The empty gun explodes and a newer model-or is the same one? Guy could go crazy thinkin' 'bout such-appearsl just a whirl of light then the shotgun's in her hands. Those're some hard-looking hands at the ends of her wrists. Raggid nails, powder burns, cuticles like you wouldn't believe. "One more step," she says. "An' I blow your worm of a dick to smithereens."

Barrel pointing at my nethers. Shitload of fast-talkin' to do.

"Ma'am, if you'd please just lower the weapon, I kin explain."

"Like hell I will. What you doin' here? Who sent you? An' what's up with your voice?"

"I've just got a deliberate way of speakin' is all. Saves me stumbling over my words."
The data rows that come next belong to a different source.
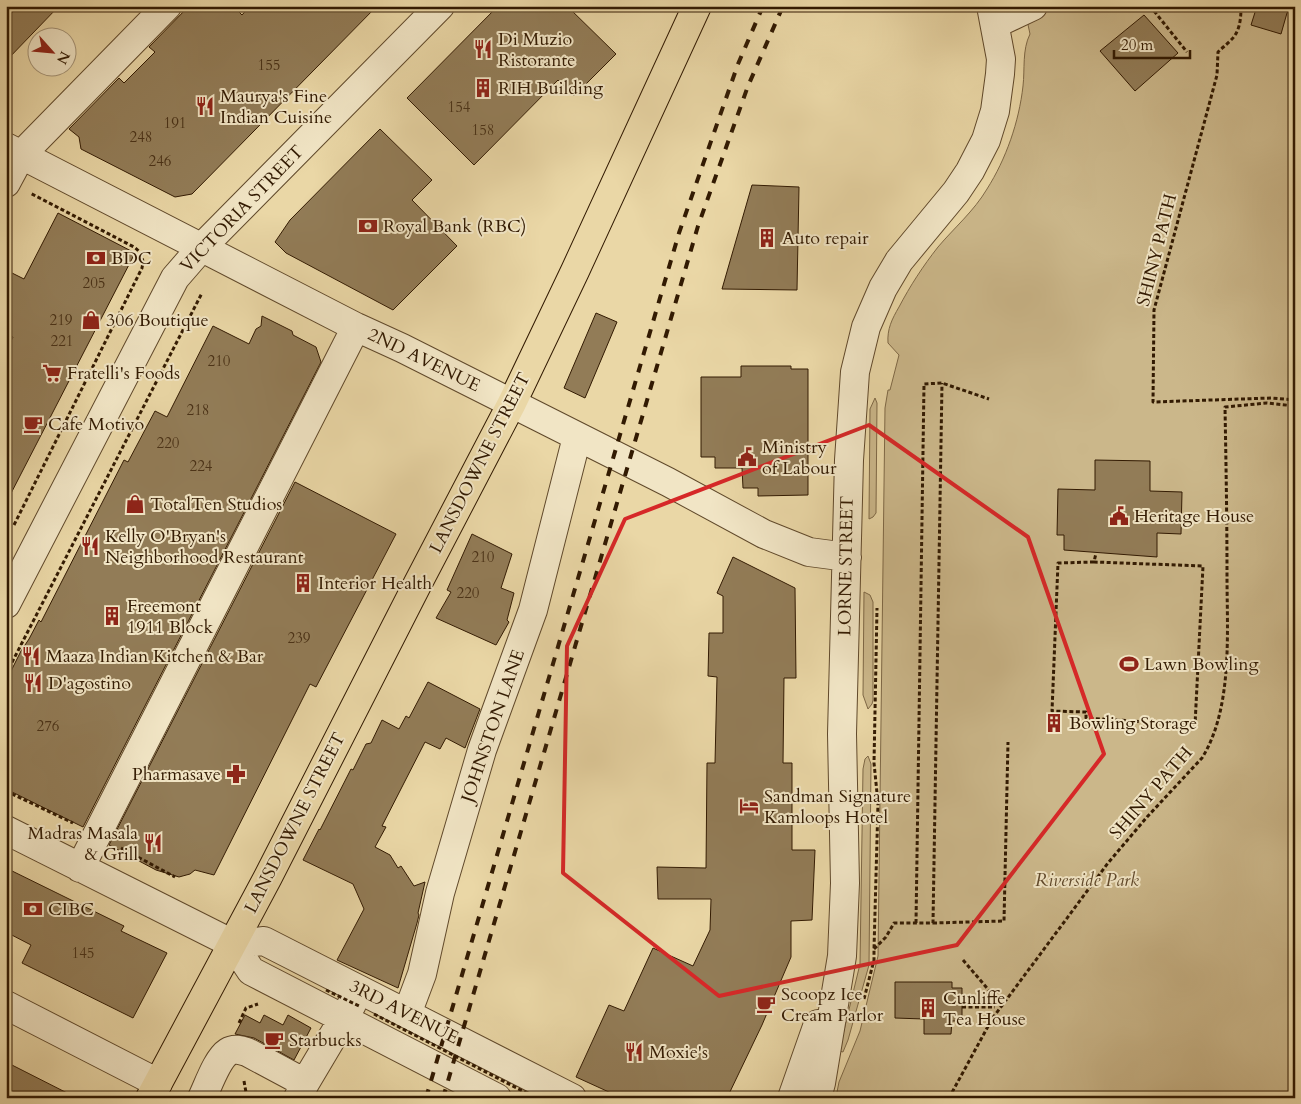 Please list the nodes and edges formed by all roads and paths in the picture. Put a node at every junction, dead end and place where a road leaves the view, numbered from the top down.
1 (168, 6) edge
2 (440, 6) edge
3 (697, 6) edge
4 (1033, 6) edge
5 (1150, 6) edge
6 (1241, 6) edge
7 (993, 15) edge
8 (1187, 52) dead end
9 (14, 151) edge
10 (15, 187) edge
11 (201, 248) junction
12 (148, 255) dead end
13 (143, 258) junction
14 (202, 293) dead end
15 (356, 327) junction
16 (942, 383) junction
17 (989, 398) dead end
18 (1295, 400) edge
19 (512, 404) junction
20 (1295, 406) edge
21 (577, 437) junction
22 (10, 533) dead end
23 (1096, 553) dead end
24 (847, 557) junction
25 (1094, 562) junction
26 (6, 604) edge
27 (6, 674) edge
28 (1008, 742) dead end
29 (6, 830) edge
30 (80, 868) junction
31 (916, 923) junction
32 (933, 923) junction
33 (233, 944) junction
34 (874, 949) dead end
35 (842, 956) junction
36 (963, 960) dead end
37 (326, 990) dead end
38 (999, 1002) dead end
39 (6, 1005) edge
40 (355, 1005) junction
41 (962, 1007) dead end
42 (995, 1007) dead end
43 (374, 1014) dead end
44 (406, 1014) junction
45 (154, 1090) edge
46 (302, 1090) edge
47 (202, 1098) edge
48 (497, 1098) edge
49 (536, 1098) edge
50 (572, 1098) edge
51 (792, 1098) edge
52 (817, 1098) edge
53 (949, 1098) edge

1 - 9 street
2 - 11 street, VICTORIA STREET
3 - 19 main road, LANSDOWNE STREET
4 - 7 street
5 - 8 path
6 - 18 path, SHINY PATH
7 - 24 street, LORNE STREET
9 - 10 street
9 - 11 street, 2ND AVENUE
10 - 13 path
11 - 15 street, 2ND AVENUE
11 - 26 street, VICTORIA STREET
12 - 13 path
13 - 22 path
14 - 27 path
15 - 19 street, 2ND AVENUE
15 - 30 street
16 - 17 path
16 - 31 path
16 - 32 path
19 - 21 street, 2ND AVENUE
19 - 33 main road, LANSDOWNE STREET
20 - 53 path, SHINY PATH
21 - 24 street, 2ND AVENUE
21 - 44 street, JOHNSTON LANE
23 - 25 path
24 - 35 street, LORNE STREET
25 - 25 path
28 - 32 path
29 - 30 street, 3RD AVENUE
30 - 33 street, 3RD AVENUE
31 - 32 path
31 - 34 path
33 - 40 street, 3RD AVENUE
33 - 45 main road, LANSDOWNE STREET
35 - 51 street, LORNE STREET
35 - 52 street, LORNE STREET
36 - 38 path
37 - 40 path, bridge
39 - 45 street
40 - 44 street, 3RD AVENUE
40 - 46 street
40 - 48 street, 3RD AVENUE
41 - 42 path
43 - 49 path, bridge
44 - 50 street, 3RD AVENUE
46 - 47 street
"Yeah? Well it makes you sound like a retard." High colour up in her cheeks, and she's kind of pantin', an angry angry woman. The junkslide's slowed to a trickle-it's precarious as hell but it's stopped for now-but the brush has caught an' there's smoke in the air. Her gun barrel wavers; wavers even more when from behind her baby starts cryin'.

"I hear that a lot, ma'am. Figure I more than make up for it in other areas. Now, s'far as I can tell you're under a lot of stress. Would that be correct?"
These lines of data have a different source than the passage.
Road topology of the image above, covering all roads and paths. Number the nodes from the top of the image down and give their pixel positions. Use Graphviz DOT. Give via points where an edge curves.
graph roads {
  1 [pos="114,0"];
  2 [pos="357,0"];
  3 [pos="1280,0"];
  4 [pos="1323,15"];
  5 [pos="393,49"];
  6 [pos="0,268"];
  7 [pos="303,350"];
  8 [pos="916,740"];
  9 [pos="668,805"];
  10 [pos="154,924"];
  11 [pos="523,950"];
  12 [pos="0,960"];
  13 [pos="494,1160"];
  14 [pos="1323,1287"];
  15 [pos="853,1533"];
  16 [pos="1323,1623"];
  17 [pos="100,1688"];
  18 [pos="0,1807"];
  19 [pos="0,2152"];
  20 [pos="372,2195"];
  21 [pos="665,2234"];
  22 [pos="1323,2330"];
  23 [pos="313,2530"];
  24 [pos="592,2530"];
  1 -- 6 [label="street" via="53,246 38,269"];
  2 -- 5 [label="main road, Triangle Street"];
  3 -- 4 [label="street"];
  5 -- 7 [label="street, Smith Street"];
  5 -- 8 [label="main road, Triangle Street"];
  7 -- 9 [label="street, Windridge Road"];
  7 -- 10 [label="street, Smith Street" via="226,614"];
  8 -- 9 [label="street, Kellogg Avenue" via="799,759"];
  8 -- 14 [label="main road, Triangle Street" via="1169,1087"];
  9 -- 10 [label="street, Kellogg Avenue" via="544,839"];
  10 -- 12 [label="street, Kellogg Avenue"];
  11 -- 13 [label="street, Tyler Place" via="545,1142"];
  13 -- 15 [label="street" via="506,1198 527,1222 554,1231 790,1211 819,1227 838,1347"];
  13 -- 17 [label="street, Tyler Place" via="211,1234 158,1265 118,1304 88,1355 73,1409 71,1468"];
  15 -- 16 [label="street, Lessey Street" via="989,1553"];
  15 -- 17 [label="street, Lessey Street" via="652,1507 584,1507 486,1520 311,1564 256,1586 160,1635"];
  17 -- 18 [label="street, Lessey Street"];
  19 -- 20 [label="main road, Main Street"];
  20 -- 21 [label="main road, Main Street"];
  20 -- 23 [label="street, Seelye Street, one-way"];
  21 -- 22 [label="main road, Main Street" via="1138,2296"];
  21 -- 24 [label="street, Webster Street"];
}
She licks her lip, feverish, like. "What's it to you?" Then her head shakes. "An' where'd you get off, asking questions? See this shooting stick?" She jabs it t'wards my special area. If there was a bayonet on its front I'd be gelded by now. "This is my conch shell. Means I ask the questions."

"Yes ma'am, I apologise. An' if you don't mind me takin' liberties with the direction of this tete-a-tete, I'd like to gift you with my moniker and current purpose. My name's D.P. I got paid to off you, by a man by the name of-"

She laughs as I tell her.

"Oh, course you was. That sumbitch." There's even a little fondness in that laugh, a little roll-of-the-eye, like it's all a dumb game an' no one told me the rules.

Then she squares up for the headshot.

"Well, Mr. D.P. When you see him in hell, be sure to tell him Maggie May sends her regards."

'Less you have the cat-like reflexes of yours truly, there ain't no protests quick enough to stop a pulled trigger. Guess I coulda jumped to the side, grabbed that wobbling gun-barrel, played the old "Holy shit, is that Crawermax?!" card. But I was feelin' a certain serenity, like I deserved a gunshot to the face. I even see the cartridge split in slow motion, into halves sharp and rusty as the dirt at my feet. Lots of places here grow a scrubby kind of plantlife, mean stuff, prickly as that crazy old Eridium dude up in Sanctuary. Most've the bushes 'round Maggie May's place are good and flamey by now. If I had more time I coulda told her get your baby, take it somewhere that ain't on fire. I coulda said a lotta things, I guess.

But the dirt at my feet at the base of the junk mountain, the dirt now drenched in my brains, is rust, simple as. Just a shit heap of metal gone bad, I guess, eaten like acid by old, old rain.

I mean, I'd cuss her out about it, but at this point I don't have jaw enough left to swear with.